Surrey plans speed reduction trials on 60mph roads in UK first
Surrey County Council has announced plans to pilot speed limits of 20mph and 30mph on roads that were previously 60mph, in what is thought to be a UK first.
The pilot area covers 80 square miles south of a line from Guildford to Dorking.
Rural roads have long been seen as the country’s most dangerous, with most country roads still at a default 60mph limit, which has remained in place since 1977.
Rural roads often present the danger of difficult corners, the prospect of high speed head-on collisions, a lack of passive safety and obstacles such as trees at the side of the road.

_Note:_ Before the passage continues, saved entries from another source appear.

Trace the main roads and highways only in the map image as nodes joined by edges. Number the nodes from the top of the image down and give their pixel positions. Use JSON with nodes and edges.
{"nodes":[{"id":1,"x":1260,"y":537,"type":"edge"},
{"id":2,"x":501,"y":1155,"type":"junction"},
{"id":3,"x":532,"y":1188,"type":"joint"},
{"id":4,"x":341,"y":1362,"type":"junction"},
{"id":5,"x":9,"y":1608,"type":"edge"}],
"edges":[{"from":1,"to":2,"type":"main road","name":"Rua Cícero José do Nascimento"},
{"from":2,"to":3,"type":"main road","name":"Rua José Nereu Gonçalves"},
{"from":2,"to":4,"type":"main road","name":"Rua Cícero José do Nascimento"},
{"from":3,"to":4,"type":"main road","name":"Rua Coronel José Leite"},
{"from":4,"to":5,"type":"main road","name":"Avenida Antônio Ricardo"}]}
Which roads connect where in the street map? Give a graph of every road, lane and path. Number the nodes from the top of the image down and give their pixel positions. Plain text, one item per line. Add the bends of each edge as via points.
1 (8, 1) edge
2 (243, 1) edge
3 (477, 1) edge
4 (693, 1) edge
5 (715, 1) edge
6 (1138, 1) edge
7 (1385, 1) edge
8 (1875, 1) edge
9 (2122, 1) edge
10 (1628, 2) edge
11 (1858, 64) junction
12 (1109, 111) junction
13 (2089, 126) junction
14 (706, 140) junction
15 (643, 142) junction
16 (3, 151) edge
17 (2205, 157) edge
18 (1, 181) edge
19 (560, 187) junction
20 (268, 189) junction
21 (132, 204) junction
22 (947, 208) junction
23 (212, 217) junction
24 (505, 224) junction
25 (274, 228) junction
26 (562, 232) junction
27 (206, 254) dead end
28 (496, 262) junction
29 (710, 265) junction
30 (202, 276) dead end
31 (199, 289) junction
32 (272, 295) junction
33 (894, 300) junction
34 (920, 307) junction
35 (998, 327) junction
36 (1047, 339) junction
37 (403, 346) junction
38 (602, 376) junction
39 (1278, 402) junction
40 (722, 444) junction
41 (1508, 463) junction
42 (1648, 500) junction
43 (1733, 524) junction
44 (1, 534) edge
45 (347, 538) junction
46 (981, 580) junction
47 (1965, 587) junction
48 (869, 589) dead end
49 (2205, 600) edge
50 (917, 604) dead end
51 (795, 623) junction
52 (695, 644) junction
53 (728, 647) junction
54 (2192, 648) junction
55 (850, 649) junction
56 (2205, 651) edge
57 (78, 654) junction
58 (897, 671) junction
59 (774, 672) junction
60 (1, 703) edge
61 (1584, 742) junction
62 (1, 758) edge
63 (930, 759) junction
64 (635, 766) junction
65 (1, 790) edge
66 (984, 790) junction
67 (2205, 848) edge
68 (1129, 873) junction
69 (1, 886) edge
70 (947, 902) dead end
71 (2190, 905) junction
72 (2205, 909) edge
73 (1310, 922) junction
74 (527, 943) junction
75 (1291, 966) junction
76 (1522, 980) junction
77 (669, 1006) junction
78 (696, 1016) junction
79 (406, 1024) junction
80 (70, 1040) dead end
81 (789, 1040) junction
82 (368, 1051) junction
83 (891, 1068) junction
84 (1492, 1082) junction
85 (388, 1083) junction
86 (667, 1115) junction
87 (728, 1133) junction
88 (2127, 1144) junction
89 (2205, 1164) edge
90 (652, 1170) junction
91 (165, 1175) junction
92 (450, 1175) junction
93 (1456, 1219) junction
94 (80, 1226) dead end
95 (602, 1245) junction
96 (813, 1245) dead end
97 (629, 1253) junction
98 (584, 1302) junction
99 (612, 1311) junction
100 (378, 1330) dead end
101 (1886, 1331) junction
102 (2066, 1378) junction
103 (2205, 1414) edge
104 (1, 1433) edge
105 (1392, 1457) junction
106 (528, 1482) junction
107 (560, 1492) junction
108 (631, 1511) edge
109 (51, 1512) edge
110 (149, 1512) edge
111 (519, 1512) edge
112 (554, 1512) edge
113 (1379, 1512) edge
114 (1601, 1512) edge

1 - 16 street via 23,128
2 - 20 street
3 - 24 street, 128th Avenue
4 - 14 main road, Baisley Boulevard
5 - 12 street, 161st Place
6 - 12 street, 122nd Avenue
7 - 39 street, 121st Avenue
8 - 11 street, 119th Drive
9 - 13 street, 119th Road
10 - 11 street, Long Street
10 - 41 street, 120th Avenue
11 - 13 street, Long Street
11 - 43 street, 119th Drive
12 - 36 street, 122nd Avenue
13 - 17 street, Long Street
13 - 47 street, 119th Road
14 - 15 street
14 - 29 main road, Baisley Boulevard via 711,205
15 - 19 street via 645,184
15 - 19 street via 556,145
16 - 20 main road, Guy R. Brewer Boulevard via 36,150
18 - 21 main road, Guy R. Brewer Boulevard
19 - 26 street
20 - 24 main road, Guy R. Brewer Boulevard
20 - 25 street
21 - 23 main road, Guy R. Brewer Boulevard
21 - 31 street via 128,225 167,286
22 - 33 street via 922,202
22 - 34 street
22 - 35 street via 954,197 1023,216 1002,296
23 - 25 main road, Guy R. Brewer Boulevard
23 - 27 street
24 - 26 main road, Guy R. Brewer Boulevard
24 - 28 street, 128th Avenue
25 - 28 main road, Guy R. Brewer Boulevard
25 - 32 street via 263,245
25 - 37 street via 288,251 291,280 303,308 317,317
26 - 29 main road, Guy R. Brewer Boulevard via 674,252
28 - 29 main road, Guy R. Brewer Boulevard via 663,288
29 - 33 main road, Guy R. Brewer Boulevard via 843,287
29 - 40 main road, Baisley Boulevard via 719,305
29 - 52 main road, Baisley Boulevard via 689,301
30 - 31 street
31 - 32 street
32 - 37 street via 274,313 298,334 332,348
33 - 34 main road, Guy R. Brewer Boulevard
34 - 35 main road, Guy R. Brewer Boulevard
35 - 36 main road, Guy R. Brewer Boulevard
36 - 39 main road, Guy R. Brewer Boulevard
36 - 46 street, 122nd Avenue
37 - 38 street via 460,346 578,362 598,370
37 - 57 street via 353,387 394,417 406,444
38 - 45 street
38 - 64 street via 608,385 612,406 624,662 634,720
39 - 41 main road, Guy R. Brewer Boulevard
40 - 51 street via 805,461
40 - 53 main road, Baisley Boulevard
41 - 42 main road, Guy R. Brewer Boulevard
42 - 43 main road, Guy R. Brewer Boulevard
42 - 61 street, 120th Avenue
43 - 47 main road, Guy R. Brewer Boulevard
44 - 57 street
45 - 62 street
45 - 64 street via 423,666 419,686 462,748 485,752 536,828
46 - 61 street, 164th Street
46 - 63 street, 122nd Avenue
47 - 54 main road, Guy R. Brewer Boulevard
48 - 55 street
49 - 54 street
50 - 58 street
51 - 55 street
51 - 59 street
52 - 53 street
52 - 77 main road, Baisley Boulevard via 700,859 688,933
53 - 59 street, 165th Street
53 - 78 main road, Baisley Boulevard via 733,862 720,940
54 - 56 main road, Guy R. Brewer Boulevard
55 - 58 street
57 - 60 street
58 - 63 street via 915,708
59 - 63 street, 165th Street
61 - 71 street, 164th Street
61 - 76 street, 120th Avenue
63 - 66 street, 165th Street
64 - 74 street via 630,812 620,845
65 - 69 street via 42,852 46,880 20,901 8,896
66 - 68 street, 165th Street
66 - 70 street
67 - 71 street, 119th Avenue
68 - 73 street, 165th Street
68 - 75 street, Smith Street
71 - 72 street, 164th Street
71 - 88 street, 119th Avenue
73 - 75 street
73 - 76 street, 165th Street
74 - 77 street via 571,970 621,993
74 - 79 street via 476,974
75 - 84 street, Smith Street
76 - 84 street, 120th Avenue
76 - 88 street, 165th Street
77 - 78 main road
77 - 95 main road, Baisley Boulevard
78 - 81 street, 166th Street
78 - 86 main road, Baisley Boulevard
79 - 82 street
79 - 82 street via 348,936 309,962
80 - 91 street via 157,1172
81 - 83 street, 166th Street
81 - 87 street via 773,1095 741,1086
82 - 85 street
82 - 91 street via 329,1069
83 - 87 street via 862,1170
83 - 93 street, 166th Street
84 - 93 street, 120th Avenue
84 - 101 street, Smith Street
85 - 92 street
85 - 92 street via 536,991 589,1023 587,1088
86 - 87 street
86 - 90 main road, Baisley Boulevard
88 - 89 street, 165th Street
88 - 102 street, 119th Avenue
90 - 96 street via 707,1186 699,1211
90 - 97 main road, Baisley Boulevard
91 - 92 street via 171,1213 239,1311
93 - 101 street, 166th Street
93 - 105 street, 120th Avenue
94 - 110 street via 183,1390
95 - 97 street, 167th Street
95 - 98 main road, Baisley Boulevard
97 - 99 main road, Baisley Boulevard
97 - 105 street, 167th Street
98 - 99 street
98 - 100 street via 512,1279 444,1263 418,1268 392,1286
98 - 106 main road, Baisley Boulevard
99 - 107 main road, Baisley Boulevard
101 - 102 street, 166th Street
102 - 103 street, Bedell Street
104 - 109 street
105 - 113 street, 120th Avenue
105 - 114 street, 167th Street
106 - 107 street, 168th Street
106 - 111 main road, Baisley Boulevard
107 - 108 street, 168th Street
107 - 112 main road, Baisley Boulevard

In total, rural roads have an annual toll of about 10,000 deaths and serious injuries among motorists, cyclists and walkers.
They also claim most road deaths (57%) in Britain, despite accounting for 43% of traffic, the Times has reported.
Up until now, most speed reduction trials had seen 30mph roads become 20mph rather than tackle the acute problem of 60mph rural routes.
However the Surrey trial comes after local government directors through ADEPT criticised the 60mph national speed limit on single carriageway rural roads, stating it was ‘of particular concern’.
Matt Furniss, Surrey County Council cabinet member for transport, infrastructure and economy said: ‘This project is an important opportunity for us to improve the safety of our rural roads in the south and southwest of Surrey and ensure that the most appropriate speed limit is applied to each.
‘Most rural roads in the area are still subject to the national speed limit of 60mph, which is inappropriate for these types of roads.
‘Evidence suggests that implementing lower speed limits should reduce the number and severity of road collisions, whilst also helping to support our active travel programme, improve air quality, and address concerns over excessive vehicle noise.’
Surrey did not provide details of when the trial would begin at this stage.